Note that projecting the solution along direction $C_3$ corresponds to computing the min and max bounds for each reach set X, i.e., (-ρ(-C3, X), ρ(C3, X)). However, the method flatten(sol_ISSF01, rows=(1, 2)) is more efficient since it uses the matrix of support-function evaluations obtained by LGG09 along directions $C_3$ and $-C_3$.
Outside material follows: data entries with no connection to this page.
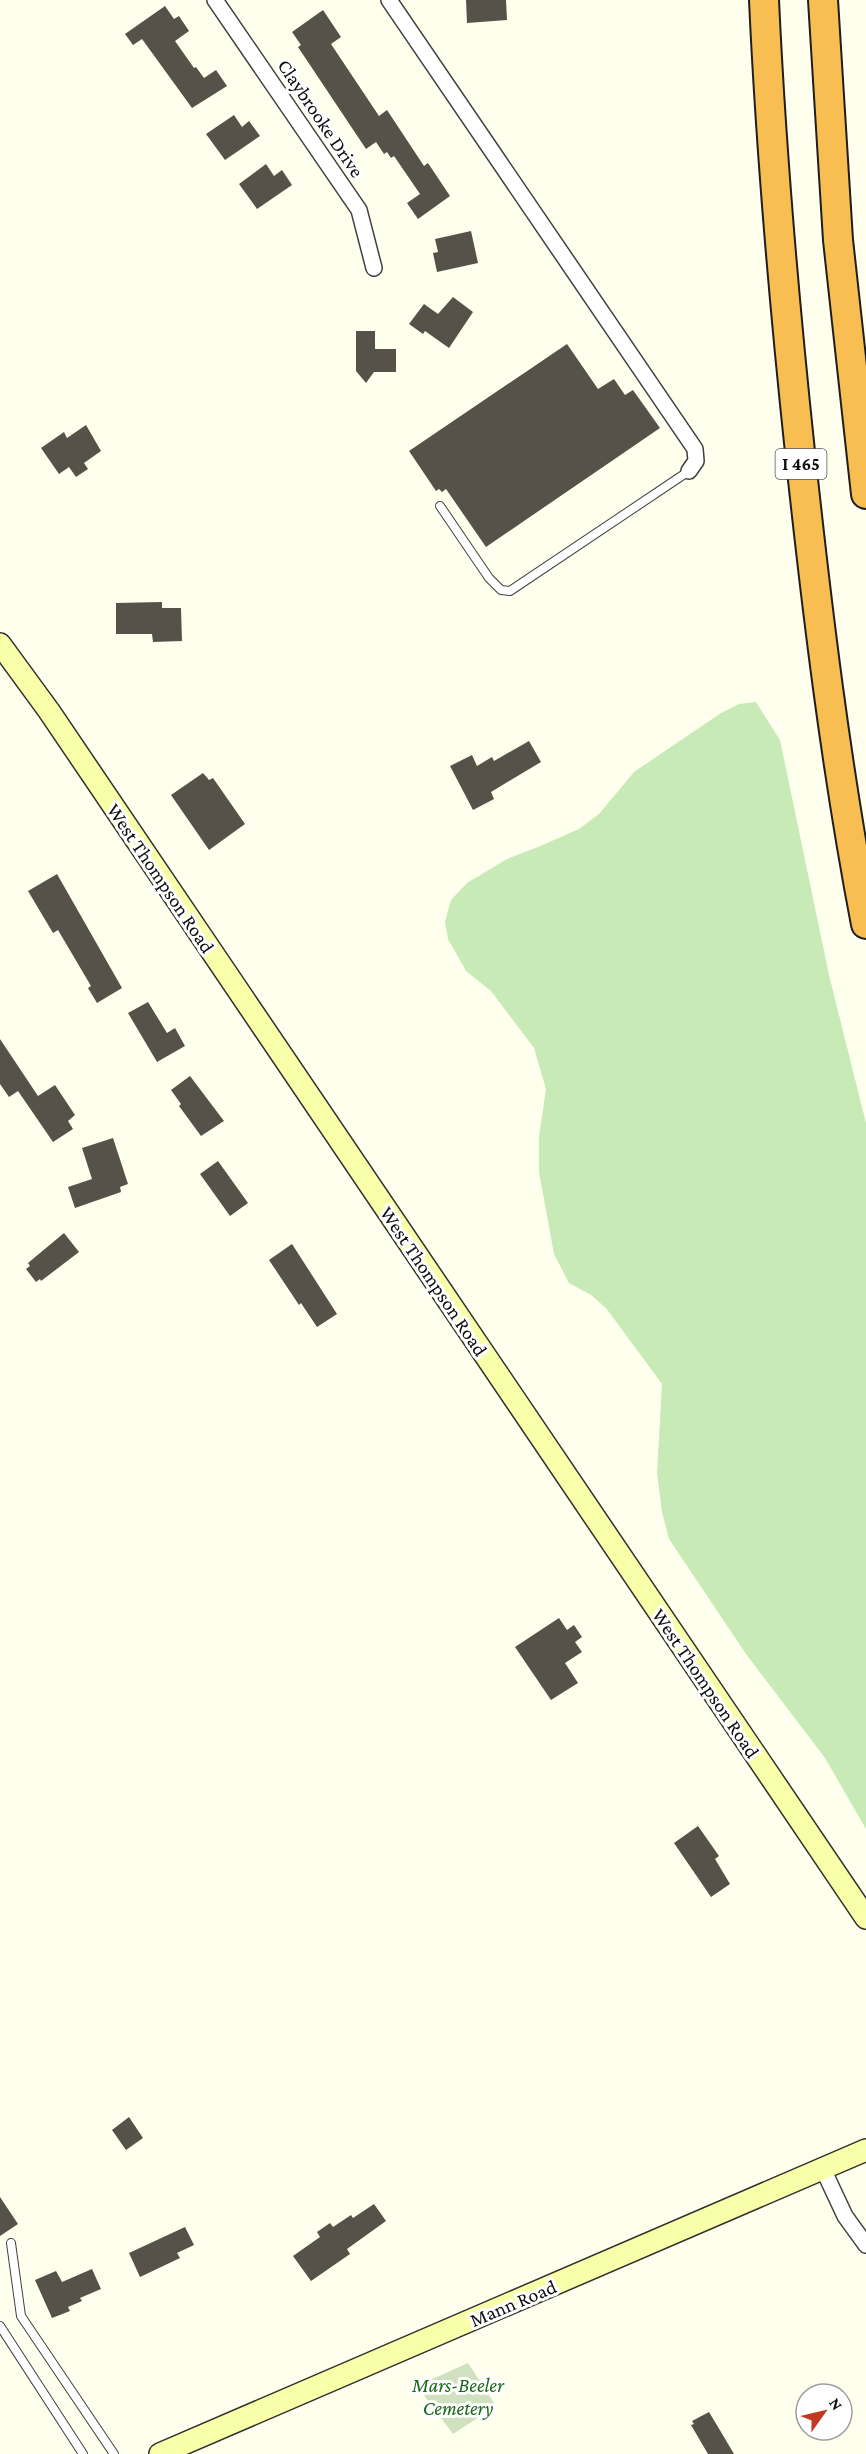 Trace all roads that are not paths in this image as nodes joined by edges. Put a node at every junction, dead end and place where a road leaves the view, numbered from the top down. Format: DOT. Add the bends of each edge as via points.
graph roads {
  1 [pos="215,0"];
  2 [pos="389,0"];
  3 [pos="764,0"];
  4 [pos="823,0"];
  5 [pos="374,268"];
  6 [pos="689,471"];
  7 [pos="866,494"];
  8 [pos="440,506"];
  9 [pos="0,644"];
  10 [pos="866,924"];
  11 [pos="866,1918"];
  12 [pos="866,2150"];
  13 [pos="824,2169"];
  14 [pos="11,2243"];
  15 [pos="866,2245"];
  16 [pos="0,2326"];
  17 [pos="83,2454"];
  18 [pos="114,2454"];
  19 [pos="160,2454"];
  1 -- 5 [label="street, Claybrooke Drive" via="358,210"];
  2 -- 6 [label="street" via="695,449 696,461"];
  3 -- 10 [label="highway, I 465" via="779,244 810,559"];
  4 -- 7 [label="highway" via="838,240"];
  6 -- 8 [label="lane" via="510,591 501,590 489,578"];
  9 -- 11 [label="main road, West Thompson Road"];
  12 -- 13 [label="main road, Mann Road"];
  13 -- 15 [label="street" via="845,2216"];
  13 -- 19 [label="main road, Mann Road"];
  14 -- 18 [label="lane" via="21,2316"];
  16 -- 17 [label="lane"];
}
using Plots, Plots.PlotMeasures, LaTeXStrings

old_ztol = LazySets._ztol(Float64)
LazySets.set_ztol(Float64, 1e-8);  # use higher precision for the plots
fig = plot(πsol_ISSF01[1:10:end]; vars=(0, 1), linecolor=:blue, color=:blue,
           alpha=0.8, xlab=L"t", ylab=L"y_{3}", xtick=[0, 5, 10, 15, 20.0],
           ytick=[-0.00075, -0.0005, -0.00025, 0, 0.00025, 0.0005, 0.00075],
           xlims=(0.0, 20.0), ylims=(-0.00075, 0.00075),
           bottom_margin=6mm, left_margin=2mm, right_margin=4mm, top_margin=3mm)
Example block output

ISSC01

dirs = CustomDirections([C3_ext, -C3_ext])
prob_ISSC01 = ISSC01()
sol_ISSC01 = solve(prob_ISSC01; T=20.0,
                   alg=LGG09(; δ=0.01, template=dirs, sparse=true, cache=false));

We can flatten the flowpipe to the output $y_3(t)$ as before:

πsol_ISSC01 = flatten(sol_ISSC01);
fig = plot(πsol_ISSC01; vars=(0, 1), linecolor=:blue, color=:blue, alpha=0.8,
           lw=1.0, xlab=L"t", ylab=L"y_{3}", xtick=[0, 5, 10, 15, 20.0],
           ytick=[-0.0002, -0.0001, 0.0, 0.0001, 0.0002],
           xlims=(0.0, 20.0), ylims=(-0.0002, 0.0002),
           bottom_margin=6mm, left_margin=2mm, right_margin=4mm, top_margin=3mm)
Example block output
LazySets.set_ztol(Float64, old_ztol);  # reset precision

References

  • ASG00Antoulas, Athanasios C., Danny C. Sorensen, and Serkan Gugercin. A survey of model reduction methods for large-scale systems. 2000.
  • TLT16Tran, Hoang-Dung, Luan Viet Nguyen, and Taylor T. Johnson. Large-scale linear systems from order-reduction (benchmark proposal). ARCH 2016.